• EXERCISE INSTRUCTIONS: The listing is to be transcribed in full, with its images left out.

DATA FOR ANALYSIS: Begin

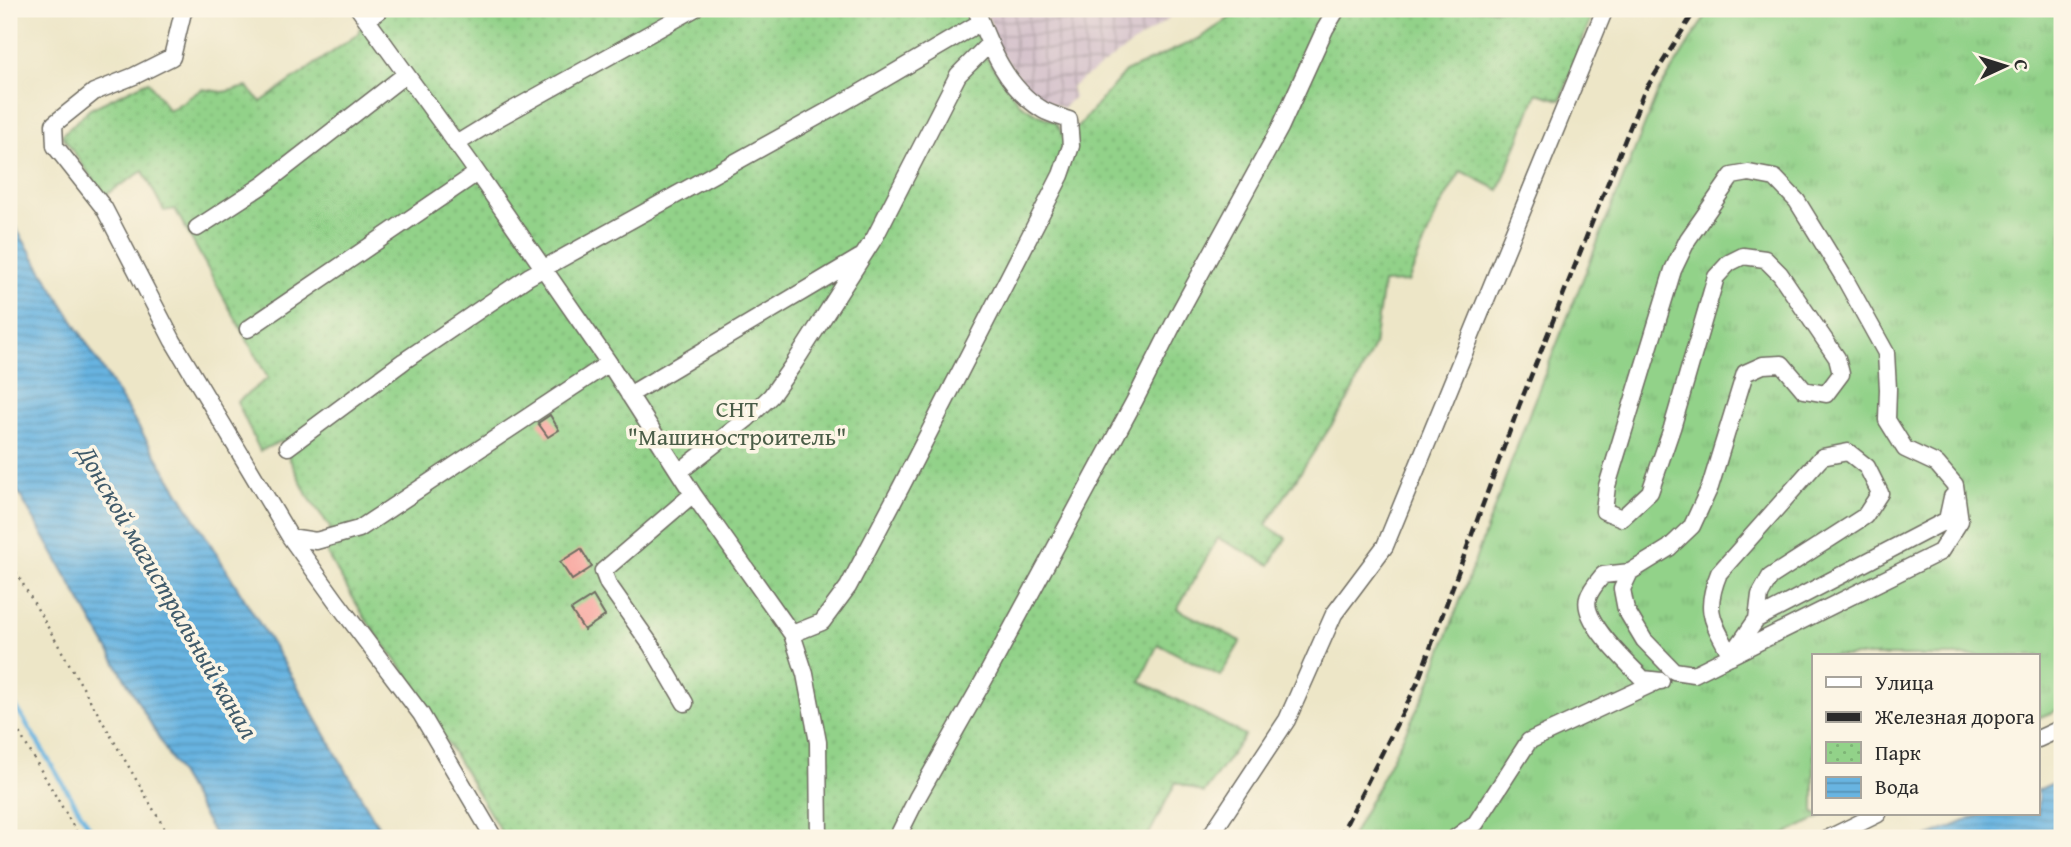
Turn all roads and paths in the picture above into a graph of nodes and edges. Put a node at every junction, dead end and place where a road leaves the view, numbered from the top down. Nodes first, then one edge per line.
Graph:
1 (186, 9) edge
2 (381, 9) edge
3 (694, 9) edge
4 (1337, 9) edge
5 (1605, 9) edge
6 (363, 14) edge
7 (979, 15) edge
8 (989, 44) junction
9 (406, 74) junction
10 (456, 144) junction
11 (477, 173) junction
12 (197, 228) dead end
13 (862, 257) junction
14 (544, 270) junction
15 (248, 329) dead end
16 (609, 363) junction
17 (629, 395) junction
18 (288, 447) dead end
19 (679, 472) junction
20 (1955, 485) junction
21 (693, 494) junction
22 (290, 537) junction
23 (9, 560) edge
24 (1630, 572) junction
25 (1757, 619) junction
26 (792, 634) junction
27 (1731, 656) junction
28 (1694, 674) junction
29 (1656, 682) junction
30 (685, 703) dead end
31 (9, 715) edge
32 (2062, 729) edge
33 (2039, 739) edge
34 (1874, 816) edge
35 (80, 838) edge
36 (170, 838) edge
37 (495, 838) edge
38 (819, 838) edge
39 (897, 838) edge
40 (1209, 838) edge
41 (1455, 838) edge
42 (1829, 838) edge

1 - 22 lane
2 - 6 lane
3 - 10 lane
4 - 39 lane
5 - 40 lane
6 - 9 lane
7 - 8 lane
7 - 14 lane
8 - 13 lane
8 - 26 lane
9 - 10 lane
9 - 12 lane
10 - 11 lane
11 - 14 lane
11 - 15 lane
13 - 17 lane
13 - 19 lane
14 - 16 lane
14 - 18 lane
16 - 17 lane
16 - 22 lane
17 - 19 lane
19 - 21 lane
20 - 24 lane
20 - 25 lane
20 - 27 lane
21 - 26 lane
21 - 30 lane
22 - 37 lane
23 - 36 path
24 - 28 lane
24 - 29 lane
25 - 27 lane
25 - 27 lane
26 - 38 lane
27 - 28 lane
28 - 29 lane
29 - 41 lane
31 - 35 path
32 - 33 lane
34 - 42 lane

DATA FOR ANALYSIS: End

• SOLUTION:
Turn all roads and paths in the picture above into a graph of nodes and edges. Put a node at every junction, dead end and place where a road leaves the view, numbered from the top down. Nodes first, then one edge per line.
Graph:
1 (186, 9) edge
2 (381, 9) edge
3 (694, 9) edge
4 (1337, 9) edge
5 (1605, 9) edge
6 (363, 14) edge
7 (979, 15) edge
8 (989, 44) junction
9 (406, 74) junction
10 (456, 144) junction
11 (477, 173) junction
12 (197, 228) dead end
13 (862, 257) junction
14 (544, 270) junction
15 (248, 329) dead end
16 (609, 363) junction
17 (629, 395) junction
18 (288, 447) dead end
19 (679, 472) junction
20 (1955, 485) junction
21 (693, 494) junction
22 (290, 537) junction
23 (9, 560) edge
24 (1630, 572) junction
25 (1757, 619) junction
26 (792, 634) junction
27 (1731, 656) junction
28 (1694, 674) junction
29 (1656, 682) junction
30 (685, 703) dead end
31 (9, 715) edge
32 (2062, 729) edge
33 (2039, 739) edge
34 (1874, 816) edge
35 (80, 838) edge
36 (170, 838) edge
37 (495, 838) edge
38 (819, 838) edge
39 (897, 838) edge
40 (1209, 838) edge
41 (1455, 838) edge
42 (1829, 838) edge

1 - 22 lane
2 - 6 lane
3 - 10 lane
4 - 39 lane
5 - 40 lane
6 - 9 lane
7 - 8 lane
7 - 14 lane
8 - 13 lane
8 - 26 lane
9 - 10 lane
9 - 12 lane
10 - 11 lane
11 - 14 lane
11 - 15 lane
13 - 17 lane
13 - 19 lane
14 - 16 lane
14 - 18 lane
16 - 17 lane
16 - 22 lane
17 - 19 lane
19 - 21 lane
20 - 24 lane
20 - 25 lane
20 - 27 lane
21 - 26 lane
21 - 30 lane
22 - 37 lane
23 - 36 path
24 - 28 lane
24 - 29 lane
25 - 27 lane
25 - 27 lane
26 - 38 lane
27 - 28 lane
28 - 29 lane
29 - 41 lane
31 - 35 path
32 - 33 lane
34 - 42 lane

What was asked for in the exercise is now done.